**Task details:** Copy the records exactly, every one of them.

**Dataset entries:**
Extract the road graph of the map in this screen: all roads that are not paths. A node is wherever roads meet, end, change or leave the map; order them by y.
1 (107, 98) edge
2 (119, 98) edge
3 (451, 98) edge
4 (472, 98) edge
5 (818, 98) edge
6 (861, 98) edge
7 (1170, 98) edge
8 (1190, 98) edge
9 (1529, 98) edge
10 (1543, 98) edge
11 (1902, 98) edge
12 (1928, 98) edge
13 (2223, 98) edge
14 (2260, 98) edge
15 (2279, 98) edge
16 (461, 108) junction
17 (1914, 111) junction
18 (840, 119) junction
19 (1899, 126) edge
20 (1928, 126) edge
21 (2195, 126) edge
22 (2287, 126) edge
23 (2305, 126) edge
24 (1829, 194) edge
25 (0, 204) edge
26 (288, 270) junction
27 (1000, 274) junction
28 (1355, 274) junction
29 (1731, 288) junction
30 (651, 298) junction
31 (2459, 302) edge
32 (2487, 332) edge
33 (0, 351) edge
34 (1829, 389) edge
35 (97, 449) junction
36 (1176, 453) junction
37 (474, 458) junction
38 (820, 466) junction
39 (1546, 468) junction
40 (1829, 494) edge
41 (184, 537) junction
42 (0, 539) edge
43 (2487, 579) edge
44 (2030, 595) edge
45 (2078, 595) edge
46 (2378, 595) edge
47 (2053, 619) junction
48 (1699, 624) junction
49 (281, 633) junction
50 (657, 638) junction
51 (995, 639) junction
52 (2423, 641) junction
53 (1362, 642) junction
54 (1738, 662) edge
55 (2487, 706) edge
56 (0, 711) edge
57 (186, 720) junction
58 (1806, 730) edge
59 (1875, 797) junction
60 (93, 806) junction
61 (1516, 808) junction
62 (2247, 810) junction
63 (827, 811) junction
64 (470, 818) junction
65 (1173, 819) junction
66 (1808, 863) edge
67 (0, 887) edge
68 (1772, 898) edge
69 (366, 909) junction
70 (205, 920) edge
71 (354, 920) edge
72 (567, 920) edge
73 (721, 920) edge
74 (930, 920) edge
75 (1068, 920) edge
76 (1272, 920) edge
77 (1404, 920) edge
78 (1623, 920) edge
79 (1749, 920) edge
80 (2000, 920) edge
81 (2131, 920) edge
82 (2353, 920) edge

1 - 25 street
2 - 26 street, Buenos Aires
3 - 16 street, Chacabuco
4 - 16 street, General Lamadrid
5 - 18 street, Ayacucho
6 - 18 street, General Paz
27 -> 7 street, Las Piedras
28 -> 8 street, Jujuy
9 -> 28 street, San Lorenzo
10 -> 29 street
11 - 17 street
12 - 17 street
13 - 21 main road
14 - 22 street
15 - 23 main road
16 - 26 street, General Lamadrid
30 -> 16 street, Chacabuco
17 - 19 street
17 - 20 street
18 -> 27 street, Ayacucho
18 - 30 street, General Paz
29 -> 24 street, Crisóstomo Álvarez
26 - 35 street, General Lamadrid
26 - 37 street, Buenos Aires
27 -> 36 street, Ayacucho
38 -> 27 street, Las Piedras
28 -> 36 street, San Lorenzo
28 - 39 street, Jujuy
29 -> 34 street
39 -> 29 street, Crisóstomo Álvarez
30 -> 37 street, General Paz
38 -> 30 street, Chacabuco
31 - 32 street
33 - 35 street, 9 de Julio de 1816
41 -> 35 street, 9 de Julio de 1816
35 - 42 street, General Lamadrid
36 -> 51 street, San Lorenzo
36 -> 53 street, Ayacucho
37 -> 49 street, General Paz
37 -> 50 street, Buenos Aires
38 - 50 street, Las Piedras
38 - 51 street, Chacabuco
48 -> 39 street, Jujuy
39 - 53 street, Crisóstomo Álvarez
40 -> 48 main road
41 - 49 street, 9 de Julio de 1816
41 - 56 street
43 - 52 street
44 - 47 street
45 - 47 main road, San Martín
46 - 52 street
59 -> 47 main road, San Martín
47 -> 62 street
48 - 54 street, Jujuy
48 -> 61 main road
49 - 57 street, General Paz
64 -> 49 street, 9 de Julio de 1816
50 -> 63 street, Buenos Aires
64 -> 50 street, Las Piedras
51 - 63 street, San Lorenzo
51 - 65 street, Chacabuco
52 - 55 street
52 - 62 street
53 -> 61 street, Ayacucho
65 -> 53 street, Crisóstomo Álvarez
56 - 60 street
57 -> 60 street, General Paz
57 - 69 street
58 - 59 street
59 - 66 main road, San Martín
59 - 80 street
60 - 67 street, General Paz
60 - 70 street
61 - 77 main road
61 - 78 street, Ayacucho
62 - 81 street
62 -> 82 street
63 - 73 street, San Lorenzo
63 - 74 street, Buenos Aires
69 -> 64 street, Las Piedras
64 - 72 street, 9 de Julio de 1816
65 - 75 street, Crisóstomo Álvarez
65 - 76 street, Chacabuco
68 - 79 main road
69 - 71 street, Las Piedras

**Solved problem:**
Extract the road graph of the map in this screen: all roads that are not paths. A node is wherever roads meet, end, change or leave the map; order them by y.
1 (107, 98) edge
2 (119, 98) edge
3 (451, 98) edge
4 (472, 98) edge
5 (818, 98) edge
6 (861, 98) edge
7 (1170, 98) edge
8 (1190, 98) edge
9 (1529, 98) edge
10 (1543, 98) edge
11 (1902, 98) edge
12 (1928, 98) edge
13 (2223, 98) edge
14 (2260, 98) edge
15 (2279, 98) edge
16 (461, 108) junction
17 (1914, 111) junction
18 (840, 119) junction
19 (1899, 126) edge
20 (1928, 126) edge
21 (2195, 126) edge
22 (2287, 126) edge
23 (2305, 126) edge
24 (1829, 194) edge
25 (0, 204) edge
26 (288, 270) junction
27 (1000, 274) junction
28 (1355, 274) junction
29 (1731, 288) junction
30 (651, 298) junction
31 (2459, 302) edge
32 (2487, 332) edge
33 (0, 351) edge
34 (1829, 389) edge
35 (97, 449) junction
36 (1176, 453) junction
37 (474, 458) junction
38 (820, 466) junction
39 (1546, 468) junction
40 (1829, 494) edge
41 (184, 537) junction
42 (0, 539) edge
43 (2487, 579) edge
44 (2030, 595) edge
45 (2078, 595) edge
46 (2378, 595) edge
47 (2053, 619) junction
48 (1699, 624) junction
49 (281, 633) junction
50 (657, 638) junction
51 (995, 639) junction
52 (2423, 641) junction
53 (1362, 642) junction
54 (1738, 662) edge
55 (2487, 706) edge
56 (0, 711) edge
57 (186, 720) junction
58 (1806, 730) edge
59 (1875, 797) junction
60 (93, 806) junction
61 (1516, 808) junction
62 (2247, 810) junction
63 (827, 811) junction
64 (470, 818) junction
65 (1173, 819) junction
66 (1808, 863) edge
67 (0, 887) edge
68 (1772, 898) edge
69 (366, 909) junction
70 (205, 920) edge
71 (354, 920) edge
72 (567, 920) edge
73 (721, 920) edge
74 (930, 920) edge
75 (1068, 920) edge
76 (1272, 920) edge
77 (1404, 920) edge
78 (1623, 920) edge
79 (1749, 920) edge
80 (2000, 920) edge
81 (2131, 920) edge
82 (2353, 920) edge

1 - 25 street
2 - 26 street, Buenos Aires
3 - 16 street, Chacabuco
4 - 16 street, General Lamadrid
5 - 18 street, Ayacucho
6 - 18 street, General Paz
27 -> 7 street, Las Piedras
28 -> 8 street, Jujuy
9 -> 28 street, San Lorenzo
10 -> 29 street
11 - 17 street
12 - 17 street
13 - 21 main road
14 - 22 street
15 - 23 main road
16 - 26 street, General Lamadrid
30 -> 16 street, Chacabuco
17 - 19 street
17 - 20 street
18 -> 27 street, Ayacucho
18 - 30 street, General Paz
29 -> 24 street, Crisóstomo Álvarez
26 - 35 street, General Lamadrid
26 - 37 street, Buenos Aires
27 -> 36 street, Ayacucho
38 -> 27 street, Las Piedras
28 -> 36 street, San Lorenzo
28 - 39 street, Jujuy
29 -> 34 street
39 -> 29 street, Crisóstomo Álvarez
30 -> 37 street, General Paz
38 -> 30 street, Chacabuco
31 - 32 street
33 - 35 street, 9 de Julio de 1816
41 -> 35 street, 9 de Julio de 1816
35 - 42 street, General Lamadrid
36 -> 51 street, San Lorenzo
36 -> 53 street, Ayacucho
37 -> 49 street, General Paz
37 -> 50 street, Buenos Aires
38 - 50 street, Las Piedras
38 - 51 street, Chacabuco
48 -> 39 street, Jujuy
39 - 53 street, Crisóstomo Álvarez
40 -> 48 main road
41 - 49 street, 9 de Julio de 1816
41 - 56 street
43 - 52 street
44 - 47 street
45 - 47 main road, San Martín
46 - 52 street
59 -> 47 main road, San Martín
47 -> 62 street
48 - 54 street, Jujuy
48 -> 61 main road
49 - 57 street, General Paz
64 -> 49 street, 9 de Julio de 1816
50 -> 63 street, Buenos Aires
64 -> 50 street, Las Piedras
51 - 63 street, San Lorenzo
51 - 65 street, Chacabuco
52 - 55 street
52 - 62 street
53 -> 61 street, Ayacucho
65 -> 53 street, Crisóstomo Álvarez
56 - 60 street
57 -> 60 street, General Paz
57 - 69 street
58 - 59 street
59 - 66 main road, San Martín
59 - 80 street
60 - 67 street, General Paz
60 - 70 street
61 - 77 main road
61 - 78 street, Ayacucho
62 - 81 street
62 -> 82 street
63 - 73 street, San Lorenzo
63 - 74 street, Buenos Aires
69 -> 64 street, Las Piedras
64 - 72 street, 9 de Julio de 1816
65 - 75 street, Crisóstomo Álvarez
65 - 76 street, Chacabuco
68 - 79 main road
69 - 71 street, Las Piedras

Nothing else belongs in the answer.